Dataset entries
════════════════
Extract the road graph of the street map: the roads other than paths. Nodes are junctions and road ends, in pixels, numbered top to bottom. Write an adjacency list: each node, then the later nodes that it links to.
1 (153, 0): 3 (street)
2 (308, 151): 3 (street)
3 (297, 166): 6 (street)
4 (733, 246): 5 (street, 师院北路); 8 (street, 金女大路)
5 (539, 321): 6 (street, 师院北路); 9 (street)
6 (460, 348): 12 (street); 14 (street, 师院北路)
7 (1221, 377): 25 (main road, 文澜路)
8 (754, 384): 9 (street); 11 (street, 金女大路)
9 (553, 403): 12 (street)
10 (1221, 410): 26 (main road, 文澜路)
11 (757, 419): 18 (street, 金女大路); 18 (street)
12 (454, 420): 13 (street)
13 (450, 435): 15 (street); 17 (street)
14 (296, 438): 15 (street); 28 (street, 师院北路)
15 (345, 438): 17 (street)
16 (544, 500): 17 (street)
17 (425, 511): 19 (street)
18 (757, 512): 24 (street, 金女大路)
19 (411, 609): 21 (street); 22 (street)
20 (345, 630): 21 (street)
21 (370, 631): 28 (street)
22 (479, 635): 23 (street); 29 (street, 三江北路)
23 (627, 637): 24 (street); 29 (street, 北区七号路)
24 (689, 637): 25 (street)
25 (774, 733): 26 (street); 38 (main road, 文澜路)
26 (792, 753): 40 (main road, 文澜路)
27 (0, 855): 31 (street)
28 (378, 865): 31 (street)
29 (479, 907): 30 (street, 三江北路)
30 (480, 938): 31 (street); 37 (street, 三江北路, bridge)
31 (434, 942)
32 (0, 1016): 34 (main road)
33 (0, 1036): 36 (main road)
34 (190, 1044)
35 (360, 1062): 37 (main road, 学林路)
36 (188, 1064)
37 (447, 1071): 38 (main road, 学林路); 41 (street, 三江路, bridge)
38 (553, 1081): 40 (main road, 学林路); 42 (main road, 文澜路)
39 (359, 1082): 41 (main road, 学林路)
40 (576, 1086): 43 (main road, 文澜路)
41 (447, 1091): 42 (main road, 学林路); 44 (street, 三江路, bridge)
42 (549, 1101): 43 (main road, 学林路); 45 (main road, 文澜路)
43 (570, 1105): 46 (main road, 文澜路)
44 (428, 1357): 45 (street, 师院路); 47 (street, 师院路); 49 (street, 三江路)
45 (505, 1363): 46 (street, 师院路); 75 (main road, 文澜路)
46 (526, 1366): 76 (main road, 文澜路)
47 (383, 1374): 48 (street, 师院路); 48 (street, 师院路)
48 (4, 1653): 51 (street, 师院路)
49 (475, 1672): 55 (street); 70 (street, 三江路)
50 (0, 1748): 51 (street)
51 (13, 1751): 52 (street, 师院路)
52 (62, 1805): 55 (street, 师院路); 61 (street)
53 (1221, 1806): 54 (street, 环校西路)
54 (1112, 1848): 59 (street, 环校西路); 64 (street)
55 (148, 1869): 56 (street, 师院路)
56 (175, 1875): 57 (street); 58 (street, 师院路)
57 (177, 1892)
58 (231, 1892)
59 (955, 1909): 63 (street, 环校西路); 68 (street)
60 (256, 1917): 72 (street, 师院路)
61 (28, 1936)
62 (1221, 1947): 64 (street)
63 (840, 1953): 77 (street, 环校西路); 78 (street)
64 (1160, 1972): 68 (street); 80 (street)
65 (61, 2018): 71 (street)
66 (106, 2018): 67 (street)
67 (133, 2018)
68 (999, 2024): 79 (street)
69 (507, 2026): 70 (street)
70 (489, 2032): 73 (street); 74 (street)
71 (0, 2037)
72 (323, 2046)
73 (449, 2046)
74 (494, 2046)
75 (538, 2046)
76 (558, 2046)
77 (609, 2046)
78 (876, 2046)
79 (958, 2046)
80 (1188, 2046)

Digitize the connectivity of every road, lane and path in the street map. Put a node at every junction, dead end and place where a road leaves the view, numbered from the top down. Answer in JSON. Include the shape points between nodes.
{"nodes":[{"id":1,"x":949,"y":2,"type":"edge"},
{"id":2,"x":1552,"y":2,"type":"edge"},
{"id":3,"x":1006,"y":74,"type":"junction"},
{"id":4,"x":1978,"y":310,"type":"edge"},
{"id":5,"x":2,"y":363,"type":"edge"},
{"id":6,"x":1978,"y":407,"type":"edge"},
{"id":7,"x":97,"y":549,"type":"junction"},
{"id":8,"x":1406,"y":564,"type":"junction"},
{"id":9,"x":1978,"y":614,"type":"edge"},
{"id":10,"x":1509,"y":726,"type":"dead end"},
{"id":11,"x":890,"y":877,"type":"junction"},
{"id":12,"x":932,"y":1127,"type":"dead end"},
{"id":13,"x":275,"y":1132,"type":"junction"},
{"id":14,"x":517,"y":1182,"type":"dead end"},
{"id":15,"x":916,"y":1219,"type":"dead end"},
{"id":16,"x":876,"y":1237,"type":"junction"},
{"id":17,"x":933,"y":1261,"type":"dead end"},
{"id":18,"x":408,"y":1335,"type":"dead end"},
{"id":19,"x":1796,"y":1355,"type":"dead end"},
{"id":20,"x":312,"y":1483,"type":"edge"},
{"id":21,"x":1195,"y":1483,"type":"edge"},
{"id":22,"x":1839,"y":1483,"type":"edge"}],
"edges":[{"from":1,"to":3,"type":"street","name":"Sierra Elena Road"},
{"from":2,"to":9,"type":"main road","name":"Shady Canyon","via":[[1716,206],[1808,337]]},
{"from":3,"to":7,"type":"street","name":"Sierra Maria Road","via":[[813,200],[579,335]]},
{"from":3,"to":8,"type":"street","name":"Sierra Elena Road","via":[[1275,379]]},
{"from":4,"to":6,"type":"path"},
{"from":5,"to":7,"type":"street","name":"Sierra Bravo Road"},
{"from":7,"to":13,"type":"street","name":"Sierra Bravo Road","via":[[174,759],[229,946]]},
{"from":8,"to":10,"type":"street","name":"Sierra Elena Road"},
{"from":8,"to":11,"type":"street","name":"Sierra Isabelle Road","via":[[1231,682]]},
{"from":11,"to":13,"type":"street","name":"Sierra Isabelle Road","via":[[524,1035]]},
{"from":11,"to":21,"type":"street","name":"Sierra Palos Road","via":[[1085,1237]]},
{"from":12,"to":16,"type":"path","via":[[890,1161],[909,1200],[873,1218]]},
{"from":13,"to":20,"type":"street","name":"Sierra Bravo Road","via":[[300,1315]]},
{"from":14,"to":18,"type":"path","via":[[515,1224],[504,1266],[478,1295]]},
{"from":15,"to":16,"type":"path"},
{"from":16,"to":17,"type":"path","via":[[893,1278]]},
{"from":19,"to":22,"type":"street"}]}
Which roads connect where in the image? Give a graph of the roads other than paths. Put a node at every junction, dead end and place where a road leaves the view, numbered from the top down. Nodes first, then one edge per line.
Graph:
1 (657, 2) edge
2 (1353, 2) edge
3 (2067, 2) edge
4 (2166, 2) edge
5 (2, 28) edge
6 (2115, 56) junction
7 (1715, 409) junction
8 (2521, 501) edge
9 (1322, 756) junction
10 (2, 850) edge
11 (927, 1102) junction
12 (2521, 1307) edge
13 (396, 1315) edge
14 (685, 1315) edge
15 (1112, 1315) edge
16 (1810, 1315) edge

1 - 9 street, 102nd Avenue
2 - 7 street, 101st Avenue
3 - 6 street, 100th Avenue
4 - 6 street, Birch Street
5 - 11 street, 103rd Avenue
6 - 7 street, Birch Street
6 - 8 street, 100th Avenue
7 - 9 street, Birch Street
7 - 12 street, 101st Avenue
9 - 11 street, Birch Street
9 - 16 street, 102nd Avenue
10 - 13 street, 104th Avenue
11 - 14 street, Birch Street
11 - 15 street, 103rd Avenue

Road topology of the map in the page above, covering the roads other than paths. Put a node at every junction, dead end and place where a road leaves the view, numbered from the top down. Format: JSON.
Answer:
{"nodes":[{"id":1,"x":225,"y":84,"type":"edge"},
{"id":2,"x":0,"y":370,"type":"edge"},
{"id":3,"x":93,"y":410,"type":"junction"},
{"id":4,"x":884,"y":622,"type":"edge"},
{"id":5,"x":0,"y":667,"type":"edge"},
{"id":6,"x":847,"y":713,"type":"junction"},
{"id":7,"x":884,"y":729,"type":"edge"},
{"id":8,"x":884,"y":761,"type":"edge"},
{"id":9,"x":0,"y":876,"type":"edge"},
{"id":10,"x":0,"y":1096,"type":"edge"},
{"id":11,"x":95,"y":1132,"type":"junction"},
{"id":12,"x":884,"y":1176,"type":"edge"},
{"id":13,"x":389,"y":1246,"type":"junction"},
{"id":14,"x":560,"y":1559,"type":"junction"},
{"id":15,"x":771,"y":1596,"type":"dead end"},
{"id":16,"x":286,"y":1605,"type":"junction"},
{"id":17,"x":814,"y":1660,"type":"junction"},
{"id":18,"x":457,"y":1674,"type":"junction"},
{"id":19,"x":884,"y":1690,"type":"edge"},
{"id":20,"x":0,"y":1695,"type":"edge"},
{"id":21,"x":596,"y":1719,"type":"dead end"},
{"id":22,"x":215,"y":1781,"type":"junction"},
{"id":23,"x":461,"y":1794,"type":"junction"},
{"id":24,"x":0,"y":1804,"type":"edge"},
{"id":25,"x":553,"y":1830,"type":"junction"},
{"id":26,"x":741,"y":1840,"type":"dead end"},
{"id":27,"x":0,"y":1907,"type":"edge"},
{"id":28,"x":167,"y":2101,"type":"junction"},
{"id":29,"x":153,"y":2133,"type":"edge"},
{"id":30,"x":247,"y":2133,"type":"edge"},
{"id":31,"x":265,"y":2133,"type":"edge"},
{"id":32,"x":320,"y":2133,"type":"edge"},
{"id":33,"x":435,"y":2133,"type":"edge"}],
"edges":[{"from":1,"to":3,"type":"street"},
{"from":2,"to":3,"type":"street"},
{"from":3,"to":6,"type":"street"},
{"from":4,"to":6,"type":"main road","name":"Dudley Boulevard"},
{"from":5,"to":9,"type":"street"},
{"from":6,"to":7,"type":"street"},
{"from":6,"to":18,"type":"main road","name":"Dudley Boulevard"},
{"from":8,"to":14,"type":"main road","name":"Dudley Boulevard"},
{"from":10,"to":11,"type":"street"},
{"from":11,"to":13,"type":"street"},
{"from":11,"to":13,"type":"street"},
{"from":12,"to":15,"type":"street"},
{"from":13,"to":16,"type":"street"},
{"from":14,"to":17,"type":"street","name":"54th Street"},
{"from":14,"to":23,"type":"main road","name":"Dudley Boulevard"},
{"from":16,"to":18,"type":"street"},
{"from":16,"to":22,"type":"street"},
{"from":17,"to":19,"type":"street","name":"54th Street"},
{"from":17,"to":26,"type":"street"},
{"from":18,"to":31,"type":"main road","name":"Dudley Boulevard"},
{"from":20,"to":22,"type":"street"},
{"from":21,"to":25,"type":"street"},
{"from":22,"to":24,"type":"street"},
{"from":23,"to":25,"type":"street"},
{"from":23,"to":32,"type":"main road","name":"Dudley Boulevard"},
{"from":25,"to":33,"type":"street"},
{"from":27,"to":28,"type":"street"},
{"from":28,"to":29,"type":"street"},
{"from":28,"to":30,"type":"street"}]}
════════════════
• [What is needed] Find each line above that contains "roads", and copy those lines.

• [Response to this exercise]
Extract the road graph of the street map: the roads other than paths. Nodes are junctions and road ends, in pixels, numbered top to bottom. Write an adjacency list: each node, then the later nodes that it links to.
Which roads connect where in the image? Give a graph of the roads other than paths. Put a node at every junction, dead end and place where a road leaves the view, numbered from the top down. Nodes first, then one edge per line.
Road topology of the map in the page above, covering the roads other than paths. Put a node at every junction, dead end and place where a road leaves the view, numbered from the top down. Format: JSON.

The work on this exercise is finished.